WHAT THE TASK REQUIRES
Only lines with the word "Avenue" belong in the answer; copy them from the records below.

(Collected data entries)
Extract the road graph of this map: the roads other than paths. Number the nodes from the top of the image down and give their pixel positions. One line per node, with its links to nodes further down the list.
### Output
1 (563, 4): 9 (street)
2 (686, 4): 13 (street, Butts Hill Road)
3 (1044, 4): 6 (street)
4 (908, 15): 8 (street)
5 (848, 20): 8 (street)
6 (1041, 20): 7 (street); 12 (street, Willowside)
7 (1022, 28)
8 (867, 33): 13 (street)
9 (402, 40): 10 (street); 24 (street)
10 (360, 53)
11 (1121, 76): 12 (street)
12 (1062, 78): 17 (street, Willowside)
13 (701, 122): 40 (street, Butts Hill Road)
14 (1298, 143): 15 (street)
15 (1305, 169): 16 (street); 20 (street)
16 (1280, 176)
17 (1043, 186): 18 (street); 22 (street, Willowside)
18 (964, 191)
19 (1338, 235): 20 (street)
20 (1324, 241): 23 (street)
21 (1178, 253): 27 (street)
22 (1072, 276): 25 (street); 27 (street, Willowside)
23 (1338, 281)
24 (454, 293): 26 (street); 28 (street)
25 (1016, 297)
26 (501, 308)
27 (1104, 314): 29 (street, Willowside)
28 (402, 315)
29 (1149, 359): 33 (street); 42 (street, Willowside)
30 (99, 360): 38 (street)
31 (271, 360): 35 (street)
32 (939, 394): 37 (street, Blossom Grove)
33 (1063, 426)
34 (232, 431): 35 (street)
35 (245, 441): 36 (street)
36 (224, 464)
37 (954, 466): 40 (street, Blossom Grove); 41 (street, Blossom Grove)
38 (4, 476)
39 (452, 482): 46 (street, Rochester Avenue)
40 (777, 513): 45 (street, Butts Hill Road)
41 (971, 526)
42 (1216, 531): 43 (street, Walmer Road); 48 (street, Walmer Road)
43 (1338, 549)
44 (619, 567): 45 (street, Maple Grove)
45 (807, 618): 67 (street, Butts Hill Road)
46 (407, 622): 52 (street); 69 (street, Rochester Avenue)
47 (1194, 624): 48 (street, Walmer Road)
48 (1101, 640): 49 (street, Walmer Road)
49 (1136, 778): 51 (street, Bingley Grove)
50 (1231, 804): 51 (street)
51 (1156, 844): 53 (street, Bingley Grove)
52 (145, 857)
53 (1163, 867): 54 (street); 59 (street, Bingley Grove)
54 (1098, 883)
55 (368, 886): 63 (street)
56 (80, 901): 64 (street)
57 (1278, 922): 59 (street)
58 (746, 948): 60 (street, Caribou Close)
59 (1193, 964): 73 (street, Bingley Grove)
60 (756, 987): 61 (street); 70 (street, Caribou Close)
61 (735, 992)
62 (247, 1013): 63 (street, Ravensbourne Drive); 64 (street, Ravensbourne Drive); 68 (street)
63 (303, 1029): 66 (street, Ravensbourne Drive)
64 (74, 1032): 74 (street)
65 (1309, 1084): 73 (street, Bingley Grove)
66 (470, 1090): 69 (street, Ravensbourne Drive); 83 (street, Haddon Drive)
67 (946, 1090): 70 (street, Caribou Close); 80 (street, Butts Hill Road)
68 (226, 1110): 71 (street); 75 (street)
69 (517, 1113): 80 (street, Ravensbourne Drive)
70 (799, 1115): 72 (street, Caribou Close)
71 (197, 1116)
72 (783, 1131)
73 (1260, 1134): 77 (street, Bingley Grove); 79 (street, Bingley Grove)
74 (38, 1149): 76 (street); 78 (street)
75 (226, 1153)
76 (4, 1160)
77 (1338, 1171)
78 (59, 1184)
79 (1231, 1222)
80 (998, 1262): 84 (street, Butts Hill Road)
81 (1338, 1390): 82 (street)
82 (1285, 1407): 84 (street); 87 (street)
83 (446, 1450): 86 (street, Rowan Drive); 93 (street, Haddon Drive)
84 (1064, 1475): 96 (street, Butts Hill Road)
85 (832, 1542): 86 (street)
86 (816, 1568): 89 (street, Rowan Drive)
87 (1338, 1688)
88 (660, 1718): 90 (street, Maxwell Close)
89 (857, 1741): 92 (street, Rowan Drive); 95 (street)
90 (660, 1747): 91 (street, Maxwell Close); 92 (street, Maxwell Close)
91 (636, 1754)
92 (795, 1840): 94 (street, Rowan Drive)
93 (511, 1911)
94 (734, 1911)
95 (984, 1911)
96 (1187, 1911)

RESPONSE TO THE TASK
39 (452, 482): 46 (street, Rochester Avenue)
46 (407, 622): 52 (street); 69 (street, Rochester Avenue)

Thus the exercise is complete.